Egypt snubs Turkish protests
People walk past a poster depicting Turkish Prime Minister Tayyip Erdogan that has been pasted by demonstrators at Taksim Square in Istanbul - Reuters

Egypt's ruling party Muslim Brotherhood has slammed anti-government protests in Turkey as an attempt to topple the Islamic governing party in Ankara.

The brotherhood, which ousted Egypt's dictator Hosni Mubarak, said Turkish demonstrations were directed against an Islamic renaissance.

Scores of Muslim Brotherhood leaders have criticised anti-government protesters and voiced support for the Justice and Development Party led by Prime Minister Recep Tayyip Erdogan.
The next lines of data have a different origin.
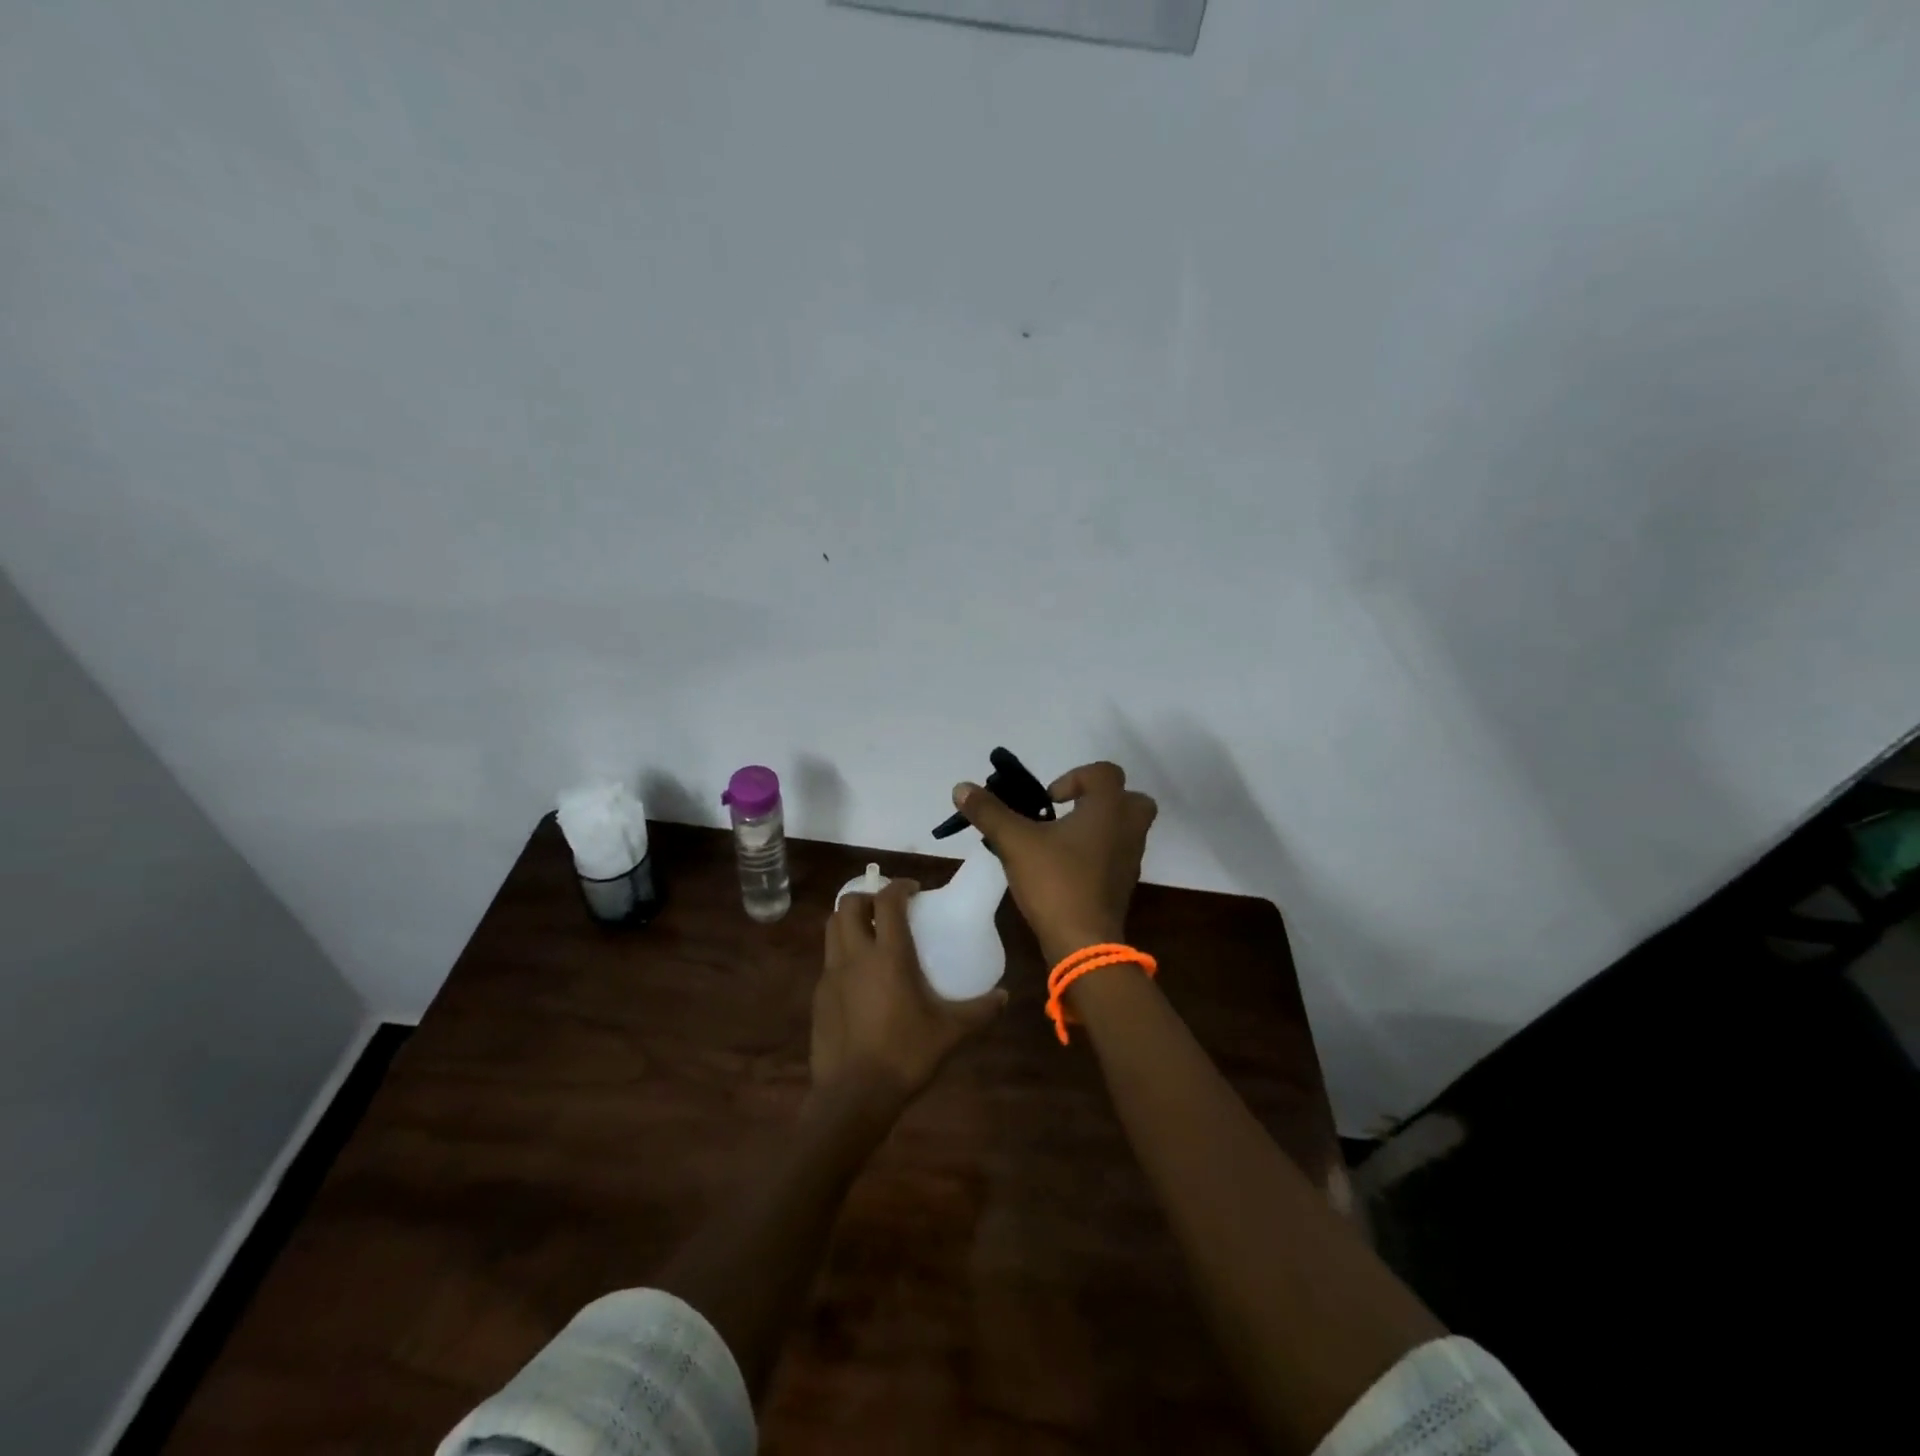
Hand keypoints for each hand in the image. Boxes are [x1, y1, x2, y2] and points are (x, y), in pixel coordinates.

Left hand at [812, 879, 1006, 1105]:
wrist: (853, 1095)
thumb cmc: (905, 1055)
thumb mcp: (950, 1032)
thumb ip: (979, 1011)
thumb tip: (1004, 996)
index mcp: (888, 955)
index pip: (887, 901)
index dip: (899, 886)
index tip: (914, 890)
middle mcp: (855, 955)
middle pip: (847, 904)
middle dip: (867, 897)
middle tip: (887, 910)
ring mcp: (832, 975)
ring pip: (832, 928)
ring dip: (849, 920)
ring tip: (871, 935)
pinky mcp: (819, 996)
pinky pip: (828, 960)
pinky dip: (843, 953)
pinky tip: (860, 978)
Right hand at [950, 760, 1157, 964]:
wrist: (1084, 943)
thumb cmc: (1055, 881)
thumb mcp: (1015, 842)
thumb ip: (989, 812)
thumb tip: (961, 788)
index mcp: (1108, 809)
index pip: (1105, 772)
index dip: (1075, 777)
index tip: (1049, 799)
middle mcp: (1128, 829)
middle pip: (1130, 798)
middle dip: (1101, 799)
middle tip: (1069, 812)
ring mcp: (1130, 859)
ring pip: (1125, 829)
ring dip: (1099, 827)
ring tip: (1062, 841)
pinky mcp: (1125, 885)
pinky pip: (1117, 856)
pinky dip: (1099, 854)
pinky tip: (1067, 868)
Mourad Aly, media adviser of the brotherhood's Freedom and Justice Party (FJP) in Egypt, told al-Masry al-Youm: "Some parties intentionally want to make it seem that what is going on in Turkey is a revolution. [Those] are exaggerated and have nothing to do with what is happening on the ground.

"What is going on in Turkey has nothing to do with daily or economic needs. It is intended to promote the idea that Islamic regimes, which have made economic achievements and proved to the world that they can strand in the face of all external challenges, have failed."

Another Islamist leader dubbed the Turkish protesters as "alcoholics" and hailed Erdogan as the ideal role model for Egyptian Islamists.

Alaa Abul-Nasr, leader of the Building and Development Party, said the latest round of protests was nothing but an "uprising of alcoholics".

The protests in Turkey were kicked off as a peace rally against Erdogan's redevelopment plans of a park. However, the demonstrations snowballed over the last week gathering momentum from anti-government sentiments.